A fls. 258 e seguintes. foi proferido despacho saneador, em cujo âmbito foram apreciadas as questões prévias, tendo-se decidido (na sequência do já decidido na execução) não ter ocorrido a nulidade da citação do executado/embargante CC, e, ainda, não se verificar a invocada irregularidade de representação do exequente/embargado.

A final, foi proferida sentença, segundo a qual se decidiu julgar procedentes os embargos e, em consequência, foi julgada extinta a execução, decidindo-se ainda condenar o embargado, como litigante de má fé, em multa de € 350 e em indemnização aos embargantes no valor de € 800.
Após recurso do embargado, foi, no Tribunal da Relação de Lisboa, proferido acórdão a julgar improcedente a apelação e a manter a sentença proferida.

Ainda inconformado, veio o embargado interpor o presente recurso de revista, o qual foi admitido.

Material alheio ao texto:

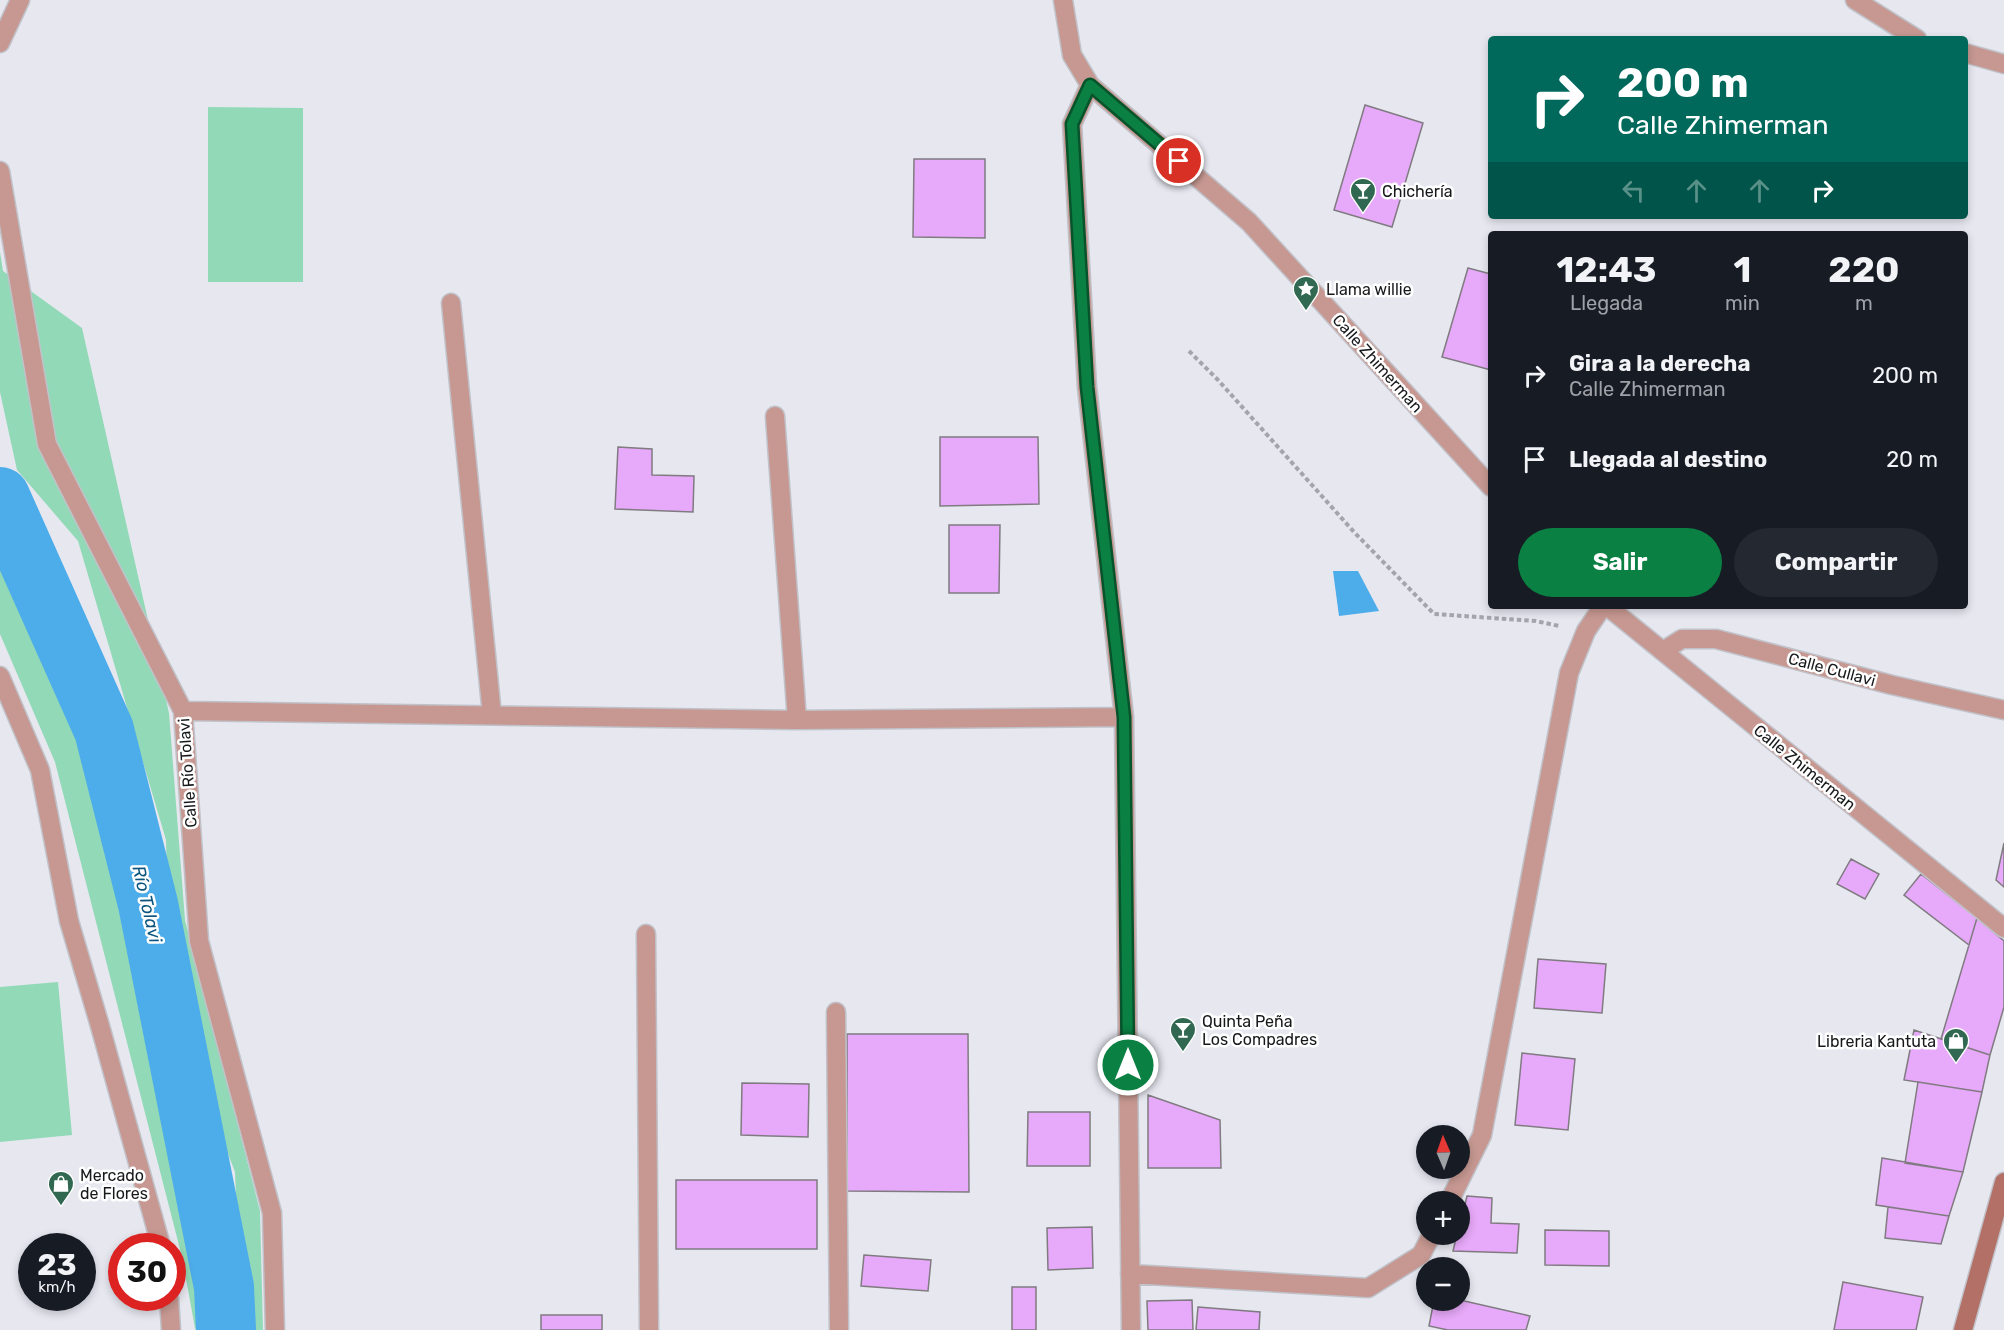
<!DOCTYPE html>
<html lang="es">
<head>
<meta charset="utf-8">
<style>
  :root { --surface:#171b24; --page:#242831; --text:#f1f3f6; --muted:#9ea1a6; --accent:#0b8043 }
  body { margin:0; font-family:Rubik,sans-serif; background:var(--page); color:var(--text); height:100vh; display:flex; flex-direction:column; font-size:22px; white-space:nowrap }
  * { box-sizing:border-box; margin:0 }
  p { font-size:20px; color:var(--muted) }
  .icon { flex:none; width:33px; height:33px; fill:none; stroke:currentColor; stroke-width:2; stroke-linecap:round; stroke-linejoin:round }
  .map { position:relative; flex:1; overflow:hidden }
  .sheet { position:absolute; left:1488px; top:231px; width:480px; height:378px; display:flex; flex-direction:column; background:var(--surface); border-radius:6px; box-shadow:0 3px 9px #0003 }
  .sheet>* { flex:none }
  .banner { position:absolute; left:1488px; top:36px; width:480px; height:183px; border-radius:6px; box-shadow:0 3px 9px #0003; background:#00695c; color:#fff; overflow:hidden }
  .needle { width:39px; rotate:358deg }
  .tools { position:absolute; left:1416px; top:1125px; display:grid; gap:12px }
  .tools a { display:grid; place-items:center; width:54px; height:54px; border-radius:50%; background:var(--surface); box-shadow:0 3px 9px #0003; font-size:30px }
  .speed { position:absolute; left:18px; top:1233px; display:flex; gap:12px; font-size:30px; font-weight:700; text-align:center }
  .speed>* { display:grid; place-content:center; width:78px; height:78px; border-radius:50%; background:var(--surface); box-shadow:0 3px 9px #0003; line-height:1 }
  .speed small { font-size:15px; font-weight:400 }
  .speed .limit { border:9px solid #d22; background:#fff; color:#111 }
  .pin { position:absolute; display:grid; place-items:center; width:51px; height:51px; color:#fff; margin:-26px; border:3px solid #fff; border-radius:50%; box-shadow:0 2px 6px #0007 }
  .me { position:absolute; width:66px; margin:-33px; rotate:0deg; stroke-linejoin:round; filter:drop-shadow(0 0 4px #0008) }
  .turn { display:flex; align-items:center; gap:21px; height:126px; padding:0 30px; font-size:27px }
  .turn .icon { width:78px; height:78px; stroke-width:2.5 }
  .turn b { display:block; font-size:42px; line-height:51px }
  .lanes { display:flex; align-items:center; height:57px; padding:0 30px; background:#0003; justify-content:center; gap:30px; direction:ltr }
  .lanes .off { opacity:.35 }
  .eta { display:flex; justify-content:space-evenly; align-items:center; height:102px; text-align:center }
  .eta b { font-size:36px; font-weight:700; line-height:42px }
  .button { display:flex; gap:12px; margin-top:auto; padding:12px 30px }
  .button a { flex:1; height:69px; border-radius:36px; background:var(--accent); color:#fff; font-size:24px; font-weight:700; line-height:69px; text-align:center }
  .button a+a { background:var(--page); color:var(--text) }
  ul { padding:0; list-style:none }
  li { display:flex; align-items:center; gap:18px; height:84px; padding:0 30px }
  li div { flex:1 }
  li b { display:block; font-size:22px }
  li em { font-style:normal }
  .map>svg:first-child { display:block }
  .green { fill:#92d9b7 }
  .water { fill:#4dacea }
  .lines { fill:none; stroke-linecap:round; stroke-linejoin:round }
  .river { stroke:#4dacea; stroke-width:60 }
  .building { fill:#e7a9f9; stroke:#807b81; stroke-width:1.5 }
  .service-casing { stroke:#c1c2c9; stroke-width:21 }
  .minor-casing { stroke:#c1c2c9; stroke-width:21 }
  .secondary-casing { stroke:#c1c2c9; stroke-width:21 }
  .path { stroke:#a4a5ab; stroke-width:4; stroke-dasharray:4.5 3; stroke-linecap:butt }
  .service { stroke:#c69891; stroke-width:18 }
  .minor { stroke:#c69891; stroke-width:18 }
  .secondary { stroke:#b27067; stroke-width:18 }
  .route-casing { stroke:#07532c; stroke-width:15 }
  .route { stroke:#0b8043; stroke-width:10 }
  .labels { text-anchor:middle; stroke-width:5; stroke-linejoin:round; paint-order:stroke }
  .poi-label { font-size:16px; fill:#17181a; stroke:#fff; text-anchor:start }
  .street-label { font-size:16px; fill:#17181a; stroke:#fff }
  .water-label { font-size:18px; font-style:italic; fill:#0b557e; stroke:#fff }
</style>
</head>
<body>
<div class="map">
<svg width="2004" height="1330" viewBox="0 0 2004 1330">
  <rect width="100%" height="100%" fill="#e6e7ef"/>
  <path class="green" d="M208 107 303 108V282H208Z
    M0 252 3 271 82 328 169 713 185 920 260 1211 263 1330H242L235 1172 193 1062 168 915 166 840 78 541 17 470 0 392Z
    M0 552 20 587 92 732 211 1284 212 1330H196L195 1328 182 1257 55 762 0 634Z
    M58 982 72 1135 0 1142V987Z"/>
  <path class="water" d="M1333 571H1358L1379 611 1339 616Z"/>
  <g class="lines">
    <path class="river" d="M0 497 104 730 148 904 224 1287 226 1330"/>
  </g>
  <path class="building" d="M1365 105 1423 123 1392 227 1334 210Z
    M914 159H985V238L913 237Z
    M1468 268 1491 274V370L1442 357Z
    M940 437H1038L1039 504 940 506Z
    M618 447 652 449V475L694 476 693 512 615 509Z
    M949 525H1000L999 593H949Z
    M2004 843V887L1996 880Z
    M1851 859 1879 874 1865 899 1837 884Z
    M1921 874 1977 918 1969 945 1904 895Z
    M1977 918 2004 941V1007L1990 1055 1941 1039Z
    M1538 959 1606 964 1602 1013 1534 1008Z
    M1914 1030 1990 1055 1982 1092 1904 1080Z
    M847 1034H968L969 1192 847 1191Z
    M1522 1053 1575 1059 1568 1130 1515 1125Z
    M1918 1082 1982 1092 1963 1172 1905 1163Z
    M742 1083 809 1084 808 1137 741 1135Z
    M1148 1095 1220 1120 1221 1168H1148Z
    M1028 1112H1090V1166H1027Z
    M1882 1158 1963 1172 1949 1216 1876 1205Z
    M676 1180H817V1249H676Z
    M1467 1196 1492 1198 1491 1223 1519 1224 1517 1253 1453 1251 1457 1234H1460V1225Z
    M1888 1207 1949 1216 1941 1244 1885 1238Z
    M1092 1227 1093 1268 1048 1270 1047 1228Z
    M1545 1230 1609 1231V1266L1545 1265Z
    M864 1255 931 1260 928 1291 861 1286Z
    M1843 1282 1923 1297 1916 1330H1834Z
    M1012 1287H1036V1330H1012Z
    M1192 1300 1193 1330H1148L1147 1301Z
    M1434 1300H1460L1530 1316 1526 1330H1448L1429 1326Z
    M1198 1307 1260 1312 1259 1330H1196Z
    M541 1315H602V1330H541Z"/>
  <g class="lines">
    <defs>
      <path id="service" d="M1607 606 2004 928
        M836 1012 839 1330"/>
      <path id="minor" d="M1063 0 1072 55 1090 85 1249 222 1491 487
        M1855 0 1917 39
        M0 43 20 0
        M1965 53 2004 64
        M1090 85 1072 124 1087 387 1124 717 1131 1330
        M0 171 47 444 183 711 199 941 272 1213 275 1330
        M451 303 492 715
        M775 416 797 720
        M1663 651 1682 639H1716L1892 685 2004 710
        M0 676 40 770 69 921 100 1026 161 1246
        M183 711 797 720 1124 717
        M646 934 649 1330
        M1449 1202 1482 1135 1569 673 1586 631 1603 606
        M1130 1274 1368 1288 1421 1255 1432 1234
        M169 1298 171 1330"/>
      <path id="secondary" d="M1963 1330 2004 1182"/>
    </defs>
    <use href="#service" class="service-casing"/>
    <use href="#minor" class="minor-casing"/>
    <use href="#secondary" class="secondary-casing"/>
    <path class="path" d="M1189 351 1218 380 1354 532 1434 614 1536 621 1559 626"/>
    <use href="#service" class="service"/>
    <use href="#minor" class="minor"/>
    <use href="#secondary" class="secondary"/>
  </g>
  <g class="lines">
    <defs>
      <path id="route" d="M1128 1065 1124 717 1087 387 1072 124 1090 85 1179 161"/>
    </defs>
    <use href="#route" class="route-casing"/>
    <use href="#route" class="route"/>
  </g>
  <defs>
    <symbol id="bar-pin" viewBox="-11 -11 22 30"><path d="M0 17L-7.5 6A9.5 9.5 0 1 1 7.5 6Z" fill="#306851" stroke="#fff"/><path d="M-6-5H6L.8 .8V4.5H3.5V6h-7V4.5H-.8V.8Z" fill="#fff"/></symbol>
    <symbol id="sight-pin" viewBox="-11 -11 22 30"><path d="M0 17L-7.5 6A9.5 9.5 0 1 1 7.5 6Z" fill="#306851" stroke="#fff"/><path d="M0-6L1.8-2.2L6-1.7L2.9 1.2L3.7 5.4L0 3.3L-3.7 5.4L-2.9 1.2L-6-1.7L-1.8-2.2Z" fill="#fff"/></symbol>
    <symbol id="shop-pin" viewBox="-11 -11 22 30"><path d="M0 17L-7.5 6A9.5 9.5 0 1 1 7.5 6Z" fill="#306851" stroke="#fff"/><path d="M-5-2.5h2.3a2.7 3.5 0 0 1 5.4 0H5L5.5 6h-11ZM-1.5-2.5h3a1.5 2.3 0 0 0-3 0Z" fill="#fff"/></symbol>
  </defs>
  <g fill-rule="evenodd">
    <use href="#bar-pin" x="1348" y="176" width="30" height="40"/>
    <use href="#sight-pin" x="1291" y="274" width="30" height="40"/>
    <use href="#bar-pin" x="1168" y="1015" width="30" height="40"/>
    <use href="#shop-pin" x="1941" y="1026" width="30" height="40"/>
    <use href="#shop-pin" x="46" y="1169" width="30" height="40"/>
  </g>
  <g class="labels">
    <g class="poi-label">
      <text x="1382" y="197">Chichería</text>
      <text x="1326" y="295">Llama willie</text>
      <text x="1202" y="1027">Quinta Peña<tspan x="1202" dy="18">Los Compadres</tspan></text>
      <text x="1936" y="1047" text-anchor="end">Libreria Kantuta</text>
      <text x="80" y="1181">Mercado<tspan x="80" dy="18">de Flores</tspan></text>
    </g>
    <g class="street-label">
      <text transform="translate(1378 363) rotate(48)" y="6">Calle Zhimerman</text>
      <text transform="translate(1832 669) rotate(15)" y="6">Calle Cullavi</text>
      <text transform="translate(1805 767) rotate(39)" y="6">Calle Zhimerman</text>
      <text transform="translate(187 773) rotate(-94)" y="6">Calle Río Tolavi</text>
    </g>
    <g class="water-label">
      <text transform="translate(147 904) rotate(77)" y="6">Río Tolavi</text>
    </g>
  </g>
</svg>
<div class="tools">
<a><svg class="needle" viewBox="-14 -14 28 28"><path d="M0-13l5 13h-10z" fill="#e53935"/><path d="M0 13l5-13h-10z" fill="#9ea1a6"/></svg></a>
<a>+</a>
<a>−</a>
</div>
<div class="speed"><div>23<small>km/h</small></div><div class="limit">30</div></div>
<div class="pin" style="left:1179px;top:161px;background:#d93025"><svg class="icon" aria-label="arrive" viewBox="0 0 24 24"><path d="M6 21V4h12l-3 4 3 4H6"/></svg></div>
<svg class="me" style="left:1128px;top:1065px" viewBox="-20 -20 40 40"><circle r="17" fill="#0b8043" stroke="#fff" stroke-width="3"/><path d="M0-11L8 9 0 5-8 9z" fill="#fff"/></svg>
<div class="banner">
<div class="turn"><svg class="icon" aria-label="right" viewBox="0 0 24 24"><path d="M7 20v-9h11M14 6l5 5-5 5"/></svg><div><b>200 m</b>Calle Zhimerman</div></div>
<div class="lanes"><svg class="icon off" aria-label="left" viewBox="0 0 24 24"><path d="M17 20v-9H6M10 6l-5 5 5 5"/></svg><svg class="icon off" aria-label="ahead" viewBox="0 0 24 24"><path d="M12 20V5M6 11l6-6 6 6"/></svg><svg class="icon off" aria-label="ahead" viewBox="0 0 24 24"><path d="M12 20V5M6 11l6-6 6 6"/></svg><svg class="icon" aria-label="right" viewBox="0 0 24 24"><path d="M7 20v-9h11M14 6l5 5-5 5"/></svg></div>
</div>
<section class="sheet">
<div class="eta">
<div><b>12:43</b><p>Llegada</p></div>
<div><b>1</b><p>min</p></div>
<div><b>220</b><p>m</p></div>
</div>
<ul>
<li><svg class="icon" aria-label="right" viewBox="0 0 24 24"><path d="M7 20v-9h11M14 6l5 5-5 5"/></svg><div><b>Gira a la derecha</b><p>Calle Zhimerman</p></div><em>200 m</em></li>
<li><svg class="icon" aria-label="arrive" viewBox="0 0 24 24"><path d="M6 21V4h12l-3 4 3 4H6"/></svg><div><b>Llegada al destino</b></div><em>20 m</em></li>
</ul>
<div class="button"><a>Salir</a><a>Compartir</a></div>
</section>
</div>
</body>
</html>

O recorrente apresentou alegações, formulando as seguintes conclusões:
1ª - O douto acórdão deverá ser rectificado no sentido da execução prosseguir contra o avalista embargante CC, pois que a responsabilidade do dador do aval mantém-se mesmo no caso da obrigação que ele garantiu ser nula por qualquer razão que não seja um vício de forma, sendo que in casu não estamos perante qualquer vício de forma, por forma da constatação de que é falsa a vinculação da sociedade.
2ª - Acresce que a jurisprudência não tem sido unânime na decisão de considerar ou não que a falta de poderes do aceitante possa originar um vício de forma, quando seja, nomeadamente, falsa a sua assinatura, ou quando o aceitante não se encontra regularmente obrigado por falta de poderes de quem assinou no local destinado ao avalizado, desobrigando o avalista do pagamento nos termos do final do § 2 do art. 32º da LULL.
3ª - Deve, pois, concluir-se com o sentido interpretativo de que, nos termos do § 2 do art. 32º da LULL, a falsidade da assinatura do avalizado, ou a falta de poderes para obrigar o avalizado, não é um vício de forma, que possa constituir motivo ou fundamento de desobrigação do avalista.
4ª - E, por fim, deve ordenar-se o prosseguimento da execução contra os avalistas, obrigados no título.
5ª - Norma jurídica violada: art. 32º, § 2, da LULL.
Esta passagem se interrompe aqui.